Lynn Helms, director of the North Dakota Department of Mineral Resources, spoke about the state’s biggest industry at the sixth annual Bakken Rocks CookFest here on Thursday afternoon.

“Your grandchildren’s children will be sitting in these chairs,” Helms said at the informational session.

The commission also predicts that oil development will stay level through 2025, hovering slightly above 1 million barrels of production every day, Helms said.

By 2100, Helms estimated that 100,000 barrels of oil would be produced per day.

If new technology allows more oil to be extracted from Bakken shale and more investment floods to the state, that trend might last even longer, he said.

For instance, six more oil-rich layers of rock exist below the Bakken shale, which is only now being tapped, Helms said. Tapping into these layers may drive development operations east from the state’s current oil-producing counties.

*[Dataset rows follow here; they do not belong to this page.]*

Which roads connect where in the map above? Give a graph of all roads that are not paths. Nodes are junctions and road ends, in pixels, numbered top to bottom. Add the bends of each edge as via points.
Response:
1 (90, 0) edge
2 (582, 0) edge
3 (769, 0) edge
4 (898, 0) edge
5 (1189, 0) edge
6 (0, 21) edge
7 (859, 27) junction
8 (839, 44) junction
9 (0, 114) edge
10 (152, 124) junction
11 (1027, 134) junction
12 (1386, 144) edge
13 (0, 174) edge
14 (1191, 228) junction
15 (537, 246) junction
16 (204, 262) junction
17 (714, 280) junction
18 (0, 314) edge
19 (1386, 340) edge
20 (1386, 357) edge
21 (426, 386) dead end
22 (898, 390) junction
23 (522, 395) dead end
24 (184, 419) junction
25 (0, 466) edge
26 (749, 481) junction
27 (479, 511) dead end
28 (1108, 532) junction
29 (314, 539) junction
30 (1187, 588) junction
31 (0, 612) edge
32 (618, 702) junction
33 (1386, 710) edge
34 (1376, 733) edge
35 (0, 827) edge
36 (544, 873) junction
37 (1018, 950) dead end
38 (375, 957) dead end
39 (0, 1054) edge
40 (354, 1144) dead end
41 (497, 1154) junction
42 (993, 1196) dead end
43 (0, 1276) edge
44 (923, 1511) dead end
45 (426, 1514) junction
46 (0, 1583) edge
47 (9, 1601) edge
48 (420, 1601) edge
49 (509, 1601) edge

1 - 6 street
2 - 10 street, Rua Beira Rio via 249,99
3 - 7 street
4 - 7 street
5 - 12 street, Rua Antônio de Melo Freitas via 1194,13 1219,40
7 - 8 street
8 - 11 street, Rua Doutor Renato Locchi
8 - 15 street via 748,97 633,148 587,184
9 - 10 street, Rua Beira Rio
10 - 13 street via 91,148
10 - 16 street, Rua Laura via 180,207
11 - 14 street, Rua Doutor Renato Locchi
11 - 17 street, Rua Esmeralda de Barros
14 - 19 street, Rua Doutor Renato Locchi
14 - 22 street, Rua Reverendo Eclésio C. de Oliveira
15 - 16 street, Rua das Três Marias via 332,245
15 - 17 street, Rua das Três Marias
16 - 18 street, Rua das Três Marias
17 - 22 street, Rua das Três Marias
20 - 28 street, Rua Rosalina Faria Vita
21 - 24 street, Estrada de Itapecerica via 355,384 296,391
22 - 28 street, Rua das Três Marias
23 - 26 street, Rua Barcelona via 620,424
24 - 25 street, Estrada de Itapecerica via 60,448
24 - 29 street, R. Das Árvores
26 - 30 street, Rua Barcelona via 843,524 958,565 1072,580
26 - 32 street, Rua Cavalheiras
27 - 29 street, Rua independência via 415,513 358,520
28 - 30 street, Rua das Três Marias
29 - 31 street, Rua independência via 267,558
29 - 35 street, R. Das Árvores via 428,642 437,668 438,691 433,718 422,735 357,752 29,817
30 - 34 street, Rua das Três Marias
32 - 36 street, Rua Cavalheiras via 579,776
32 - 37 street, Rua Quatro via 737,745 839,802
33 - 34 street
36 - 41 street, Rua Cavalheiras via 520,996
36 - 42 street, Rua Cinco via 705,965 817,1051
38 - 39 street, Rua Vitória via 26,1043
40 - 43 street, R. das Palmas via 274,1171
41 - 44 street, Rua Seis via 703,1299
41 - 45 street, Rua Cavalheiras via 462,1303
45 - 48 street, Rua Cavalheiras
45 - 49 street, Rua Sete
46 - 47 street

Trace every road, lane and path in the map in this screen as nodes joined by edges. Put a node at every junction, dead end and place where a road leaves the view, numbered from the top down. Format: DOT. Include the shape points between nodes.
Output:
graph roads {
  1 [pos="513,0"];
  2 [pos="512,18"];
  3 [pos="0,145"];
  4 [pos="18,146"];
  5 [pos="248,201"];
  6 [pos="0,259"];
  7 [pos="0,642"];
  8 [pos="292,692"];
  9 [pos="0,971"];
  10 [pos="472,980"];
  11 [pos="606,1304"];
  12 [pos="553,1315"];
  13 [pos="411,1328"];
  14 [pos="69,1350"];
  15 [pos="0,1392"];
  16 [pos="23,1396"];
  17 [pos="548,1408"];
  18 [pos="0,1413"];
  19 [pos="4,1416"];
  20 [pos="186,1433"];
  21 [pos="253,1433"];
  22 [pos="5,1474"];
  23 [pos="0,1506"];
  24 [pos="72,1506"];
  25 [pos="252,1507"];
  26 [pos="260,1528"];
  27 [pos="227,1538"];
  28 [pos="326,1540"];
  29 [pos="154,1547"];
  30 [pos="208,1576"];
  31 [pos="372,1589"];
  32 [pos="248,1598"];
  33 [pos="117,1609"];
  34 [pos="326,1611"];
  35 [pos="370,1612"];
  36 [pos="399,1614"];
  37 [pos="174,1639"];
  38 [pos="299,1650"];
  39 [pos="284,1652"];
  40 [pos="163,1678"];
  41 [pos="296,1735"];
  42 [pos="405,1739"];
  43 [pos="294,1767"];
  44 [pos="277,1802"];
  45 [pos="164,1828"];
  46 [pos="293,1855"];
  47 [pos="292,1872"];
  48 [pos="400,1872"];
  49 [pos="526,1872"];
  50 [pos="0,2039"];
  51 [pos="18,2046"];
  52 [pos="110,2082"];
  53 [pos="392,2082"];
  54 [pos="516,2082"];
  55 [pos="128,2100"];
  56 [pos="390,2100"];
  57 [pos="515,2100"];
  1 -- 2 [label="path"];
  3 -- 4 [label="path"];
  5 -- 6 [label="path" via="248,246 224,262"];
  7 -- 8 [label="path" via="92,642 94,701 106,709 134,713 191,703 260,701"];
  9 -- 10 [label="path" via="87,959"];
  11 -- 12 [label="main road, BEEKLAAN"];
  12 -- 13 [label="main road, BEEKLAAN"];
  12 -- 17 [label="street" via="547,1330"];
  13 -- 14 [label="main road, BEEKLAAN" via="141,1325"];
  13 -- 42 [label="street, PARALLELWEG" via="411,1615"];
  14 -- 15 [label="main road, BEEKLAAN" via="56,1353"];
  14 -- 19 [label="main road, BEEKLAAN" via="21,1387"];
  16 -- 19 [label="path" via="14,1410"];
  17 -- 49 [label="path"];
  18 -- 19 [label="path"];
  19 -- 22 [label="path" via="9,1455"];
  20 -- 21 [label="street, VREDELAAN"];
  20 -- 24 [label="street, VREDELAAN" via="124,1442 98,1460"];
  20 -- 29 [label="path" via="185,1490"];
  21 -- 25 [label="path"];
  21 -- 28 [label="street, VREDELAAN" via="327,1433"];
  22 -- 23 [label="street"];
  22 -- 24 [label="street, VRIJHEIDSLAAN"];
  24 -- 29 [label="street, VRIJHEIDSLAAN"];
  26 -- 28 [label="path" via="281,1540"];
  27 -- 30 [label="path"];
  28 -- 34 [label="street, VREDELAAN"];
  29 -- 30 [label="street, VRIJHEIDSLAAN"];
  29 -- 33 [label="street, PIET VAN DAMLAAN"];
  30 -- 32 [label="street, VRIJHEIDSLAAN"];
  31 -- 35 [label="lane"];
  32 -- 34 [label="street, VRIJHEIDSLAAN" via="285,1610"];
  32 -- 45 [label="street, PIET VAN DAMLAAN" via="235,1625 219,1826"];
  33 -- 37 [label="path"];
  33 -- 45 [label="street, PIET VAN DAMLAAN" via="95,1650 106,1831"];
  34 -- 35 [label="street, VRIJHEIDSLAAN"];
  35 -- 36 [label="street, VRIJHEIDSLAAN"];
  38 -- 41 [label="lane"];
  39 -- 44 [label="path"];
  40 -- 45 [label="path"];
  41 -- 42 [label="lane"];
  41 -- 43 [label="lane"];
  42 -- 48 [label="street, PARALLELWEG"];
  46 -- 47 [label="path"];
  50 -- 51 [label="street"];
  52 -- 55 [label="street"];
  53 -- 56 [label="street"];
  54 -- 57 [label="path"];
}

Even a 1 percent increase in the efficiency of extraction processes would produce at least one billion more barrels of oil, said oilfield geologist and speaker Kathy Neset.

Kermit Nordsven of Belfield, who attended the session, said he is resigned to accept the changes across the state.

“It’s hard for me to believe it’s going to be bigger yet,” Nordsven said.

Helms also outlined state future regulatory goals aimed at containing more oil spills.

Spills at extraction sites and pipelines have steadily increased statewide with more wells, Helms said. But diking and construction rules have also caused a rise in contained spills.

“Imagine spilling red wine in your dinner tray. Not such a big mess,” Helms said. “Spill it on your white carpet and you have a real mess. We want to contain the oil in the same sense.”

The state’s goal is restricting uncontained spills to one in every 10 by mid-2015, he said.

The commission also hopes to restrict oil development infrastructure to a half percent of the state’s total land. This can mean innovations like grouping wells closer together, while fracking deeper rock formations, according to documents available at the presentation.

Other speakers addressed regulatory challenges associated with billions of barrels of oil production.

North Dakota Petroleum Council President Ron Ness used the public forum to argue against the Clean Water, Wildlife and Parks Amendment, which supporters are trying to get on ballots statewide in the November general election.

The amendment would devote 5 percent of the state’s oil extraction tax to grants for water quality, natural flood control, fish and wildlife habitat parks and outdoor recreation areas.

Ness said he opposes the measure because 75 percent money it would generate would need to be spent every year under the proposal.

That would mean $225 million would be spent annually on conservation measures, leaving a lack of flexibility for other important issues, he said.

“Everybody else has to go to the Legislature to fight for their funding,” Ness said. “We need to defeat this measure.”

Following the presentation, the CookFest drew hundreds of visitors, driven by free food and swag offered by energy companies and other area businesses.

McKenzie County Commissioner Roger Chinn expressed disbelief at the turnout for the event..

“Who would have thought we’d be riding a shuttle bus through Dunn Center to go hear about oil?” Chinn said.